Practice/Databricks/Design a visa payment network system for transaction processing
Design a visa payment network system for transaction processing
System DesignMust
Problem Statement
Design a high-frequency stock trading platform that enables users to buy and sell equities in real time while ensuring order integrity, fair market execution, and regulatory compliance. The system must handle millions of orders per second during peak trading hours, match buyers with sellers efficiently, maintain an accurate order book, and provide instant confirmation to traders while guaranteeing that no order is lost or executed twice.
This is a latency-critical, write-heavy system where correctness is paramount -- incorrect order matching or duplicate executions can result in massive financial losses and regulatory penalties. The platform must handle market volatility, flash crashes, and coordinated surges in trading activity while maintaining sub-millisecond matching latency for active securities.

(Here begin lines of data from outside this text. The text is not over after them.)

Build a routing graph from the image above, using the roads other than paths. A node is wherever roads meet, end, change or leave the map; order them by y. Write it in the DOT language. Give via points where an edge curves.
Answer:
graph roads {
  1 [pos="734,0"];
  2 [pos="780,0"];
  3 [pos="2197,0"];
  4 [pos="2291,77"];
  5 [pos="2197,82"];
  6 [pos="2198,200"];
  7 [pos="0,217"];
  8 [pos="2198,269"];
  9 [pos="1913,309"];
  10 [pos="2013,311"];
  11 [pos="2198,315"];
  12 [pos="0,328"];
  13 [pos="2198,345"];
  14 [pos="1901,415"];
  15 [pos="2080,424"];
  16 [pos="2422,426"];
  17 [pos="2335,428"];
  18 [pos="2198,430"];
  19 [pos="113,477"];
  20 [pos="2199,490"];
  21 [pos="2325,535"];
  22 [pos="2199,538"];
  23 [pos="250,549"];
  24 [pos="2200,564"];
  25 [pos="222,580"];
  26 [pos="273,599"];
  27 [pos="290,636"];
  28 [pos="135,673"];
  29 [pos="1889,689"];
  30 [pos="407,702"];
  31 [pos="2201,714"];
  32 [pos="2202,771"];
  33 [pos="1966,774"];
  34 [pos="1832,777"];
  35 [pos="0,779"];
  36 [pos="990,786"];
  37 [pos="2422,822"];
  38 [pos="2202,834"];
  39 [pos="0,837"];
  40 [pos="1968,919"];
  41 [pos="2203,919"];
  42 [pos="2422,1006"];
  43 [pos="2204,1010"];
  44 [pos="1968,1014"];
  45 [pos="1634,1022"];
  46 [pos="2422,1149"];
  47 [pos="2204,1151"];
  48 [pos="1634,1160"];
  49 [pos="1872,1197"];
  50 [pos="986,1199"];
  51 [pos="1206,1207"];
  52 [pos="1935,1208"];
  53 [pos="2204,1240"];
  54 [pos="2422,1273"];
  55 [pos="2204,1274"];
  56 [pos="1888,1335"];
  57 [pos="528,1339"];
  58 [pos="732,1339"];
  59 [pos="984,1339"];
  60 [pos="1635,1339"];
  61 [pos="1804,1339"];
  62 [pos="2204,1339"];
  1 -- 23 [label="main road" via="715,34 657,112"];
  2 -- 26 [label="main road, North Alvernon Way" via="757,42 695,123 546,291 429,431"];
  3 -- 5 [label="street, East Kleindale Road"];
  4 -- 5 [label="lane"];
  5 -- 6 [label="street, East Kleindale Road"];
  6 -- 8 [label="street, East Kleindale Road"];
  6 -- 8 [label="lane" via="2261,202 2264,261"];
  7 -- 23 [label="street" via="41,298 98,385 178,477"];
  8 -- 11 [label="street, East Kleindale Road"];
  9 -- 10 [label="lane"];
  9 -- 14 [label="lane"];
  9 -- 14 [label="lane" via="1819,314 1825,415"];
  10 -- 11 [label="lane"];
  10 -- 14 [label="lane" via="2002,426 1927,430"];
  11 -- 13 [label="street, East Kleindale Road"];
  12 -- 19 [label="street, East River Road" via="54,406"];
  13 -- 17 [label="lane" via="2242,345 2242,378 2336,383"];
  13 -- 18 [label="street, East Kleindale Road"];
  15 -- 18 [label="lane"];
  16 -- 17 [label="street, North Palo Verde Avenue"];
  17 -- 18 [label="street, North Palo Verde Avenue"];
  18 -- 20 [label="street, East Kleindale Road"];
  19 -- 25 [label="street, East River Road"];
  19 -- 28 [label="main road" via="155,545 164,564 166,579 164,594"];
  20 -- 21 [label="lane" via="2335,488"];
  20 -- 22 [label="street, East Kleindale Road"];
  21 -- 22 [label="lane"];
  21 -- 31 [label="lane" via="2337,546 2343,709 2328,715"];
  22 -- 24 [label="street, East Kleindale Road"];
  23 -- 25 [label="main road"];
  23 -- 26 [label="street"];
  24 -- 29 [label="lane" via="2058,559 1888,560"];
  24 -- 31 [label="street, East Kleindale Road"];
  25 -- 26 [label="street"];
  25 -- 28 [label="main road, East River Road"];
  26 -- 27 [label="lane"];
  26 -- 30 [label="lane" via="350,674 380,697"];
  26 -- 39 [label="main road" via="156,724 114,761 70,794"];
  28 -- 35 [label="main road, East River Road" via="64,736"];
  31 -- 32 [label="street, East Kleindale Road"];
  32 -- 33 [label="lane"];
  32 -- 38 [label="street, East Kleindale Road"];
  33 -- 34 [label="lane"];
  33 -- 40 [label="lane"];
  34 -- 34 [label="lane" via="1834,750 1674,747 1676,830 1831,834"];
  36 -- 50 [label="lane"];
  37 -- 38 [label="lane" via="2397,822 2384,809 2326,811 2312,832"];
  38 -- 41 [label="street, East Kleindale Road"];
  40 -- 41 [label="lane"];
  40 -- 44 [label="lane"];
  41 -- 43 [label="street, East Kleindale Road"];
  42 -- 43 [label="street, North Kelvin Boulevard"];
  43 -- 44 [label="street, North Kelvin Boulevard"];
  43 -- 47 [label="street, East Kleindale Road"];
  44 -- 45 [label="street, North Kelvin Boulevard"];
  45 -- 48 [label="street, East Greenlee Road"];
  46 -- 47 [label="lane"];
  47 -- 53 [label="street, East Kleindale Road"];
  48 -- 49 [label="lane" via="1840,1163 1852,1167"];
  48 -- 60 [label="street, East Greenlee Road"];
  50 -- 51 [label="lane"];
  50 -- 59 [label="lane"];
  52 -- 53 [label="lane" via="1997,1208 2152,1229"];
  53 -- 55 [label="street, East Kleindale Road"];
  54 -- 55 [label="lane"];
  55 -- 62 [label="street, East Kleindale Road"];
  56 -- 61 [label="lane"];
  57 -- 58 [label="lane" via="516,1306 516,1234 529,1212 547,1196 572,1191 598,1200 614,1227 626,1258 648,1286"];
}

Your design should account for multiple trading venues, circuit breakers, audit trails, and settlement processes that occur after market close.
Key Requirements
Functional
- Order placement and cancellation -- traders submit market orders, limit orders, stop orders, and can cancel pending orders before execution
- Order matching -- the system matches buy and sell orders based on price-time priority, executing trades when conditions are met
- Real-time order book -- maintain a live view of pending buy/sell orders at each price level for all actively traded securities
- Position and balance tracking -- track each user's holdings, available cash, and buying power in real time, preventing overselling
- Trade history and confirmations -- provide immediate execution confirmations and maintain a complete audit trail of all orders and trades
- Settlement and clearing -- coordinate with clearinghouses to settle trades (typically T+2) and transfer ownership of securities
Non-Functional
- Scalability -- handle 10 million orders per second across 5,000 actively traded symbols during peak hours
- Reliability -- achieve 99.99% uptime during trading hours with zero data loss; support failover within 100ms
- Latency -- match and acknowledge orders in under 1ms for liquid securities; provide sub-10ms end-to-end response to traders
- Consistency -- guarantee exactly-once order execution; prevent overselling, race conditions, and stale order book data
- Fairness -- ensure price-time priority; all traders see the same market data with minimal skew (within 10ms)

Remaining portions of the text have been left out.